Culling is the choosing you do for yourself. It's the sorting of what's worth your time and what's not worth your time. It's saying, "I deem Keeping Up With The Kardashians a poor use of my time, and therefore, I choose not to watch it." It's saying, "I read the last Jonathan Franzen book and fell asleep six times, so I'm not going to read this one."
[...]
What I've observed in recent years is that many people, in cultural conversations, are far more interested in culling than in surrender. And they want to cull as aggressively as they can. After all, you can eliminate a lot of discernment you'd otherwise have to apply to your choices of books if you say, "All genre fiction is trash." [...]
The same goes for throwing out foreign films, documentaries, classical music, fantasy novels, soap operas, humor, or westerns. I see people culling by category, broadly and aggressively: television is not important, popular fiction is not important, blockbuster movies are not important.
--------------------------------------------
I also have this avoidance mechanism. I don't have enough time to learn about each programming language / framework / paradigm, so I kind of hate / ignore some of these, without really knowing them (PHP, .NET, Windows, "enterprisey Java solutions"...). Not sure if it's the right thing to do, but I still have plenty to learn with the languages / frameworks I am interested in...
What is sad is that I have culled so many things that I used to love, that I very likely still love. I used to be known among my friends as someone who watched a lot of movies. I don't watch movies anymore. Or TV. Or play computer games.
I'm not even certain why this has happened. As best I can figure, I am trying to create something and am still stuck in the phase where I figure out what the hell it is.
Interesting. I actually did the same. I haven't owned a TV since a few years. I often go to the theater, but I've stopped watching movies and series at home around 2-3 years ago. Same with computer games. This roughly coincides with a) getting my first job and b) discovering HN.
I seem to have replaced these hobbies with reading HN, reading books (lots of non-fiction), and toying with technical stuff (programming languages, libraries, security, ergonomy...).
While I learn a lot with these "productive" hobbies, I sometimes think I might be missing out on my previous hobbies... The NPR article made me realize I might have "culled" too much.
The tough part about languages like Scala and Clojure is that the existing Java ecosystem bleeds through heavily. For instance, while Scala boils away a lot of repetitious code, it's still there under the hood. It feels like an architectural band-aid. That may change as the ecosystem around each language evolves and writes frameworks and libraries in Scala/Clojure rather than reusing them from Java. However in Scala's case it's as if the language is being marketed as the next evolution of Java-as-a-language with a heavy emphasis on reusing existing Java frameworks and libraries, so I expect the people writing code in the existing Java community to migrate to Scala.
Elitest? Maybe. But I think it's a realistic view.
The newer JVM languages are great if you already have an existing Java codebase, however I'm struggling to find sound reasons to use Scala on a geen field project.

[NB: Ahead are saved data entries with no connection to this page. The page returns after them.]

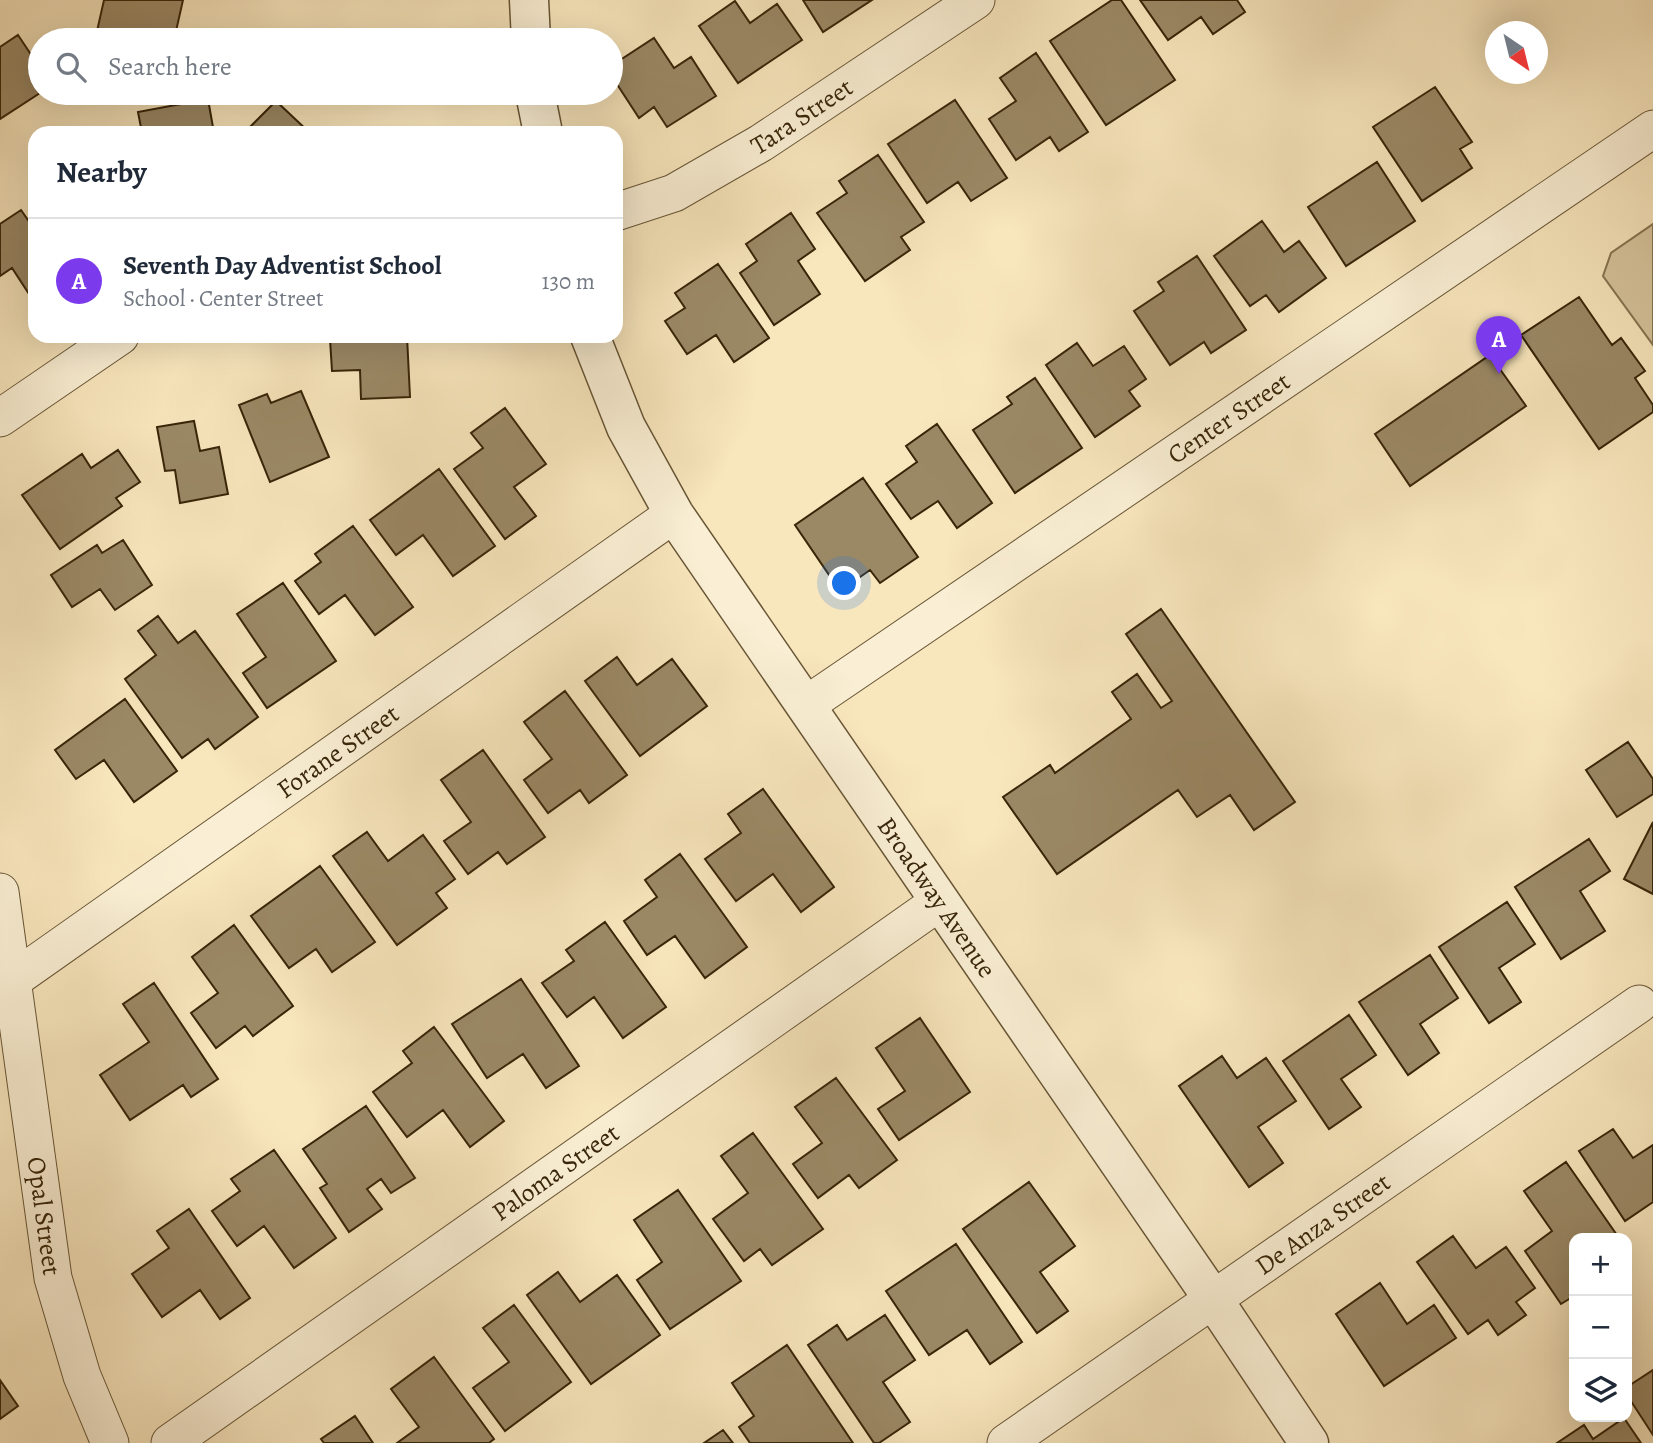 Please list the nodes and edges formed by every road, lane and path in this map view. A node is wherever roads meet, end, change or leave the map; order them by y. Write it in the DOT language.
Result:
graph roads {
  1 [pos="529,0"];
  2 [pos="975,0"];
  3 [pos="530,28"];
  4 [pos="537,105"];
  5 [pos="541,126"];
  6 [pos="1653,130"];
  7 [pos="623,210"];
  8 [pos="110,343"];
  9 [pos="593,343"];
  10 [pos="0,418"];
  11 [pos="674,514"];
  12 [pos="806,705"];
  13 [pos="0,892"];
  14 [pos="939,902"];
  15 [pos="6,985"];
  16 [pos="1639,1004"];
  17 [pos="1213,1299"];
  18 [pos="110,1443"];
  19 [pos="170,1443"];
  20 [pos="1006,1443"];
  21 [pos="1309,1443"];
  1 -- 3 [label="street"];
  2 -- 7 [label="street, Tara Street"];
  4 -- 5 [label="street"];
  6 -- 12 [label="street, Center Street"];
  8 -- 10 [label="street"];
  9 -- 11 [label="street, Broadway Avenue"];
  11 -- 12 [label="street, Broadway Avenue"];
  11 -- 15 [label="street, Forane Street"];
  12 -- 14 [label="street, Broadway Avenue"];
  13 -- 15 [label="street, Opal Street"];
  14 -- 17 [label="street, Broadway Avenue"];
  14 -- 19 [label="street, Paloma Street"];
  15 -- 18 [label="street, Opal Street"];
  16 -- 17 [label="street, De Anza Street"];
  17 -- 20 [label="street, De Anza Street"];
  17 -- 21 [label="street, Broadway Avenue"];
}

"For instance, while Scala boils away a lot of repetitious code, it's still there under the hood. It feels like an architectural band-aid"
I don't understand this argument. Even so-called elegant languages like Scheme still have 'repetitious' MOV, JNE, etc instructions under the hood. Unless you're running on a lisp machine, everything you write executes very repetitiously in machine language under the hood.
Why make a distinction between one abstraction and another? All of them are architectural band-aids, to use your parlance.
All you need to do to experience this first hand is go to one Ruby meetup. The roundtable introductions at my local Ruby brigade are often seasoned with AA-like declarations of soberness such as "Hi, I'm So-and-so and I've been Java-free since 2006." As a Java pro (and someone who really does like Java) it's a little disheartening. On one hand I know they don't really mean to belittle the technology that pays my bills and feeds my family, but there's a definite mindset of superiority among some professional Ruby-ist communities.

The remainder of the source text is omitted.